This summer I was contacted by Goodby, Silverstein & Partners, a Californian Ad Agency in San Francisco working with Adobe Systems. GS&P hired me to design an interactive visualization for their Museum of Digital Media to illustrate how people contribute to Wikipedia and how these contributors form communities.
This was a challenge I could not refuse.
To design this visualization, three steps were necessary: data collection, data analysis and visualization.
The data collection seemed simple: I just had to download all the edits from a couple of thousand Wikipedia pages. Alas, it was more complicated than I thought. The database is massive and downloading it all and decompressing it would have taken more time than I had. With a bit of bash scripting, curl and a lot of bandwidth (about 100 GB), I implemented a script to download all edits from the Special:Export page. After a couple of days and nights of downloading, I had more than a thousand large XML files. I needed to parse these files to extract the names of the users, their edits and the time of these edits. Using a small custom Java program, I parsed this data and dumped it in a relational database.
Now that the data was in the database, the real work could begin. Since I wanted to analyze data from real and committed users, I got rid of edits made by IP addresses (since there is no way to identify users from their IP addresses) and by bots. Bots are automated tools that maintain Wikipedia by reverting bad edits or vandalism. The resulting data set was a list of Wikipedia pages, their edits, and when those edits occurred. The next step was to find a way to extract communities based on the edits that users had made.

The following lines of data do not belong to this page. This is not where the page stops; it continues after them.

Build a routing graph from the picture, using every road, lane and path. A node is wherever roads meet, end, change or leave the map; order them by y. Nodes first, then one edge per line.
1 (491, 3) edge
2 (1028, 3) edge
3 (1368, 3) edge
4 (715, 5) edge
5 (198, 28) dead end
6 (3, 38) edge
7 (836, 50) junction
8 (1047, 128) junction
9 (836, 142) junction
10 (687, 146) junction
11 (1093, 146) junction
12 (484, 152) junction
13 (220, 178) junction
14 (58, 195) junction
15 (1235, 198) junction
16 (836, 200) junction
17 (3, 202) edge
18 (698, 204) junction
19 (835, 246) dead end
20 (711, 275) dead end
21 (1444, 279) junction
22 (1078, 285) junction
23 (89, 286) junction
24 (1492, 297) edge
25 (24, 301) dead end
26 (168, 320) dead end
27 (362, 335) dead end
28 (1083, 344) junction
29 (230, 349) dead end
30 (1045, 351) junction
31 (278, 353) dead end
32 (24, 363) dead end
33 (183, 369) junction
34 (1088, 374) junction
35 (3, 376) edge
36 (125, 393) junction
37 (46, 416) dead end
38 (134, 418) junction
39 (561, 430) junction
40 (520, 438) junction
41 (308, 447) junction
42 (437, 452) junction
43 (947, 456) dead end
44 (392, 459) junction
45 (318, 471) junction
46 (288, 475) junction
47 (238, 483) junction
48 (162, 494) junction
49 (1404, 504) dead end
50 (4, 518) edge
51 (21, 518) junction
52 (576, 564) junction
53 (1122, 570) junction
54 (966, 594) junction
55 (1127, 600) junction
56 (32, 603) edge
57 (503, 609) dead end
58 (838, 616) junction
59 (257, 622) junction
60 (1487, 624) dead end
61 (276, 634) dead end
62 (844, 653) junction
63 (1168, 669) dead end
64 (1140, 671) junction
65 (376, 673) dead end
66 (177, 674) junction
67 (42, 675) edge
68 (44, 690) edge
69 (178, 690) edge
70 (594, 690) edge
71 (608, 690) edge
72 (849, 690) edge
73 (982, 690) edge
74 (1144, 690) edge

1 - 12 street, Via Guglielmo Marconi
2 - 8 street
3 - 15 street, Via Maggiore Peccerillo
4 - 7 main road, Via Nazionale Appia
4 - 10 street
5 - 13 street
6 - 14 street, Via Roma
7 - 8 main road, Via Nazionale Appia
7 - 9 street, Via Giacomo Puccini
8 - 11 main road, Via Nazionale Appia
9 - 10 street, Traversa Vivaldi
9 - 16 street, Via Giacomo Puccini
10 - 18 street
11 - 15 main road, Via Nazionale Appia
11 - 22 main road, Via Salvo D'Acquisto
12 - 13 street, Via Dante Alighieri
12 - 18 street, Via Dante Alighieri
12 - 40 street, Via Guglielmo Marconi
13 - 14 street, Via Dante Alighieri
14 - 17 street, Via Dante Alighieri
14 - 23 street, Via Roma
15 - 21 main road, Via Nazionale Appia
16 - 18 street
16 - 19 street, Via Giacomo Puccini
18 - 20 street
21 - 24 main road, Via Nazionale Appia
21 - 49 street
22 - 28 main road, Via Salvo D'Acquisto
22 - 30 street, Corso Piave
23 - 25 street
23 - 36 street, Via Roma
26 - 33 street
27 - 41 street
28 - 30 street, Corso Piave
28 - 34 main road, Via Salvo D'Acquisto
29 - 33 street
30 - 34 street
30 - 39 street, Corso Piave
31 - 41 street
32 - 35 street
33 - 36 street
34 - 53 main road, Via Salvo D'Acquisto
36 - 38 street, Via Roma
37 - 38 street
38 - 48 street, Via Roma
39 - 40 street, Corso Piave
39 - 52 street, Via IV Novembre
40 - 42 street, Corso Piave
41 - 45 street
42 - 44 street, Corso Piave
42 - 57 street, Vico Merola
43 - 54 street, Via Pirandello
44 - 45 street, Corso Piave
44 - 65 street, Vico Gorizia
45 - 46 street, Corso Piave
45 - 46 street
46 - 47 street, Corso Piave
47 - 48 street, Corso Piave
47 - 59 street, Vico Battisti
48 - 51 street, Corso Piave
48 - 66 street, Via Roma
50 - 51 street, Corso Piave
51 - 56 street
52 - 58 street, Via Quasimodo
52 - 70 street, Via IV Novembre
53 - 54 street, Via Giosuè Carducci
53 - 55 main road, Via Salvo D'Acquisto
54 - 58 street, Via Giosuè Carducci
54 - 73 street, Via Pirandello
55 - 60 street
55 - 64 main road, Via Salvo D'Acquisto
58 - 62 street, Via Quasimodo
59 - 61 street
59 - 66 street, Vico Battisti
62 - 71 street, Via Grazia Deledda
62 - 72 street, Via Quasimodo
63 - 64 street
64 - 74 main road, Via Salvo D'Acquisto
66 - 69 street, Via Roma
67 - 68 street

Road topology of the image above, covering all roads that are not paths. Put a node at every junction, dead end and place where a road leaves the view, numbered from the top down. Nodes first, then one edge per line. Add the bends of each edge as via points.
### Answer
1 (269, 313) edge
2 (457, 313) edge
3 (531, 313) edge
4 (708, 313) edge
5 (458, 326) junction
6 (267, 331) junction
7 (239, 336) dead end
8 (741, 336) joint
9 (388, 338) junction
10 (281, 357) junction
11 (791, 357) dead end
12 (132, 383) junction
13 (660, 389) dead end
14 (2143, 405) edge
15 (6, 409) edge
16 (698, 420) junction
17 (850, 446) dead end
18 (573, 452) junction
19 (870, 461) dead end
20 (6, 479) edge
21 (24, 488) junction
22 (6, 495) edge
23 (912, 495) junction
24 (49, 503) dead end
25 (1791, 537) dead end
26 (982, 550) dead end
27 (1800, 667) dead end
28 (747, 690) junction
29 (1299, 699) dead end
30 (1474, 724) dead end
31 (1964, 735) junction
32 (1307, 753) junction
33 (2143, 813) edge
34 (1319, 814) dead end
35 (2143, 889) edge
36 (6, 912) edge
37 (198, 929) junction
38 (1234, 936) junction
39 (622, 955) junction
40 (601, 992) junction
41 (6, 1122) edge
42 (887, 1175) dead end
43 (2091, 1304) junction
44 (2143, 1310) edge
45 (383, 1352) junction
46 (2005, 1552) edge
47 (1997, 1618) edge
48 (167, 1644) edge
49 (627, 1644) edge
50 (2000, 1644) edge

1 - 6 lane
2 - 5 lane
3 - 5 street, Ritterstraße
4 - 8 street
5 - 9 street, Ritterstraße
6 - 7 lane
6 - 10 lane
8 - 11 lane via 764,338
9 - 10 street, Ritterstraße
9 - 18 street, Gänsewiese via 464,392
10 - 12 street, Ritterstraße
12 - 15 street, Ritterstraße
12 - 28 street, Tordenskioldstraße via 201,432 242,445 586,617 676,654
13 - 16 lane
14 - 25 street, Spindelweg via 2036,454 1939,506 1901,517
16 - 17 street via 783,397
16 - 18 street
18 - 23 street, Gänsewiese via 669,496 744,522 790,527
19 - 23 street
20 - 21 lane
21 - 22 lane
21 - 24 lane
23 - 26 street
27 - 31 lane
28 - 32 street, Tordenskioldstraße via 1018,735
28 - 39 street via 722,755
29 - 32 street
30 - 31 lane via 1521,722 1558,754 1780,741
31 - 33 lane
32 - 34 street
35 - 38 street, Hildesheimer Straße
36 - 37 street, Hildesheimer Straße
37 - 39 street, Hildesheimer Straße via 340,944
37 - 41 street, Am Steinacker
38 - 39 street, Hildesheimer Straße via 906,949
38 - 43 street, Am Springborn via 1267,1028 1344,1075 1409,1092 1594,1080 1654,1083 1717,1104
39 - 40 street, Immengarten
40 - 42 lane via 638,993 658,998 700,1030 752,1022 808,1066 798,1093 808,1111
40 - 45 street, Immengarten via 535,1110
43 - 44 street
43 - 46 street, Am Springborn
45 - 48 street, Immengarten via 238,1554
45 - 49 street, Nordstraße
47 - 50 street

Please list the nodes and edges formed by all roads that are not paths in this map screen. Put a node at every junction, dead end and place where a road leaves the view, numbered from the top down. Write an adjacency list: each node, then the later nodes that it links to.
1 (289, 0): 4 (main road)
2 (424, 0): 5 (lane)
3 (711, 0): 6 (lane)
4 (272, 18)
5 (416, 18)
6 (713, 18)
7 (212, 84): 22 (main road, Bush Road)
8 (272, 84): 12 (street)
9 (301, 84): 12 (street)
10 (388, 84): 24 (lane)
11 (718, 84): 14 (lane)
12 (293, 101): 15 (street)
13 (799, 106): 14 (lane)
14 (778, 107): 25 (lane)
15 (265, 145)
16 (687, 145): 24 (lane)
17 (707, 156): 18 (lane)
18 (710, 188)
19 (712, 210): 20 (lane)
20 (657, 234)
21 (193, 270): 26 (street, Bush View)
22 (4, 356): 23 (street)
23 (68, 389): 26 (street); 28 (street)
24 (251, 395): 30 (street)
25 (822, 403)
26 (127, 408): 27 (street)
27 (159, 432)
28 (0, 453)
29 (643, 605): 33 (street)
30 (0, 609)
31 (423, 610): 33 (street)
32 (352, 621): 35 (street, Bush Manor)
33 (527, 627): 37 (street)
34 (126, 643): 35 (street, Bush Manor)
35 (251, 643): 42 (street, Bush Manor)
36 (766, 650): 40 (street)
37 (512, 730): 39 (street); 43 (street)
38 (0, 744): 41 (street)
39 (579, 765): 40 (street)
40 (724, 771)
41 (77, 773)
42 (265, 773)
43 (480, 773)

The best way to identify communities is to look at collaboration networks. Since collaboration is such a vague word, I determined that when two Wikipedia contributors edited the same page, they were collaborating. Based on this assumption, I built a large collaboration network where each node was a contributor and the edges corresponded to a collaboration between two editors. To extract communities from this network, I clustered the nodes using the Blondel/Louvain clustering algorithm. The end result was a list of users, their communities and the pages they edited. Interestingly and not surprisingly, the communities were centered on scientific disciplines. For example, editors contributing to articles in physics, tended to edit articles related to physics.
The visualization of this data was a challenge since time was limited and the data set was multidimensional. Furthermore, since it was for a museum, it had to be at least attractive so I could not just slap a couple of charts on a web page and call it a day. To respect my time frame, I had to drop the time element of the data set. I would only concentrate on the communities and the articles they edited.
The design of this visualization is quite simple. On the left-hand side, all science related articles are grouped by categories in a list and on the right-hand side the participating communities for each selected article are illustrated by a particle flow proportional to their contribution to the article. A color is assigned to each community and the article is colored according to the community that has contributed the most.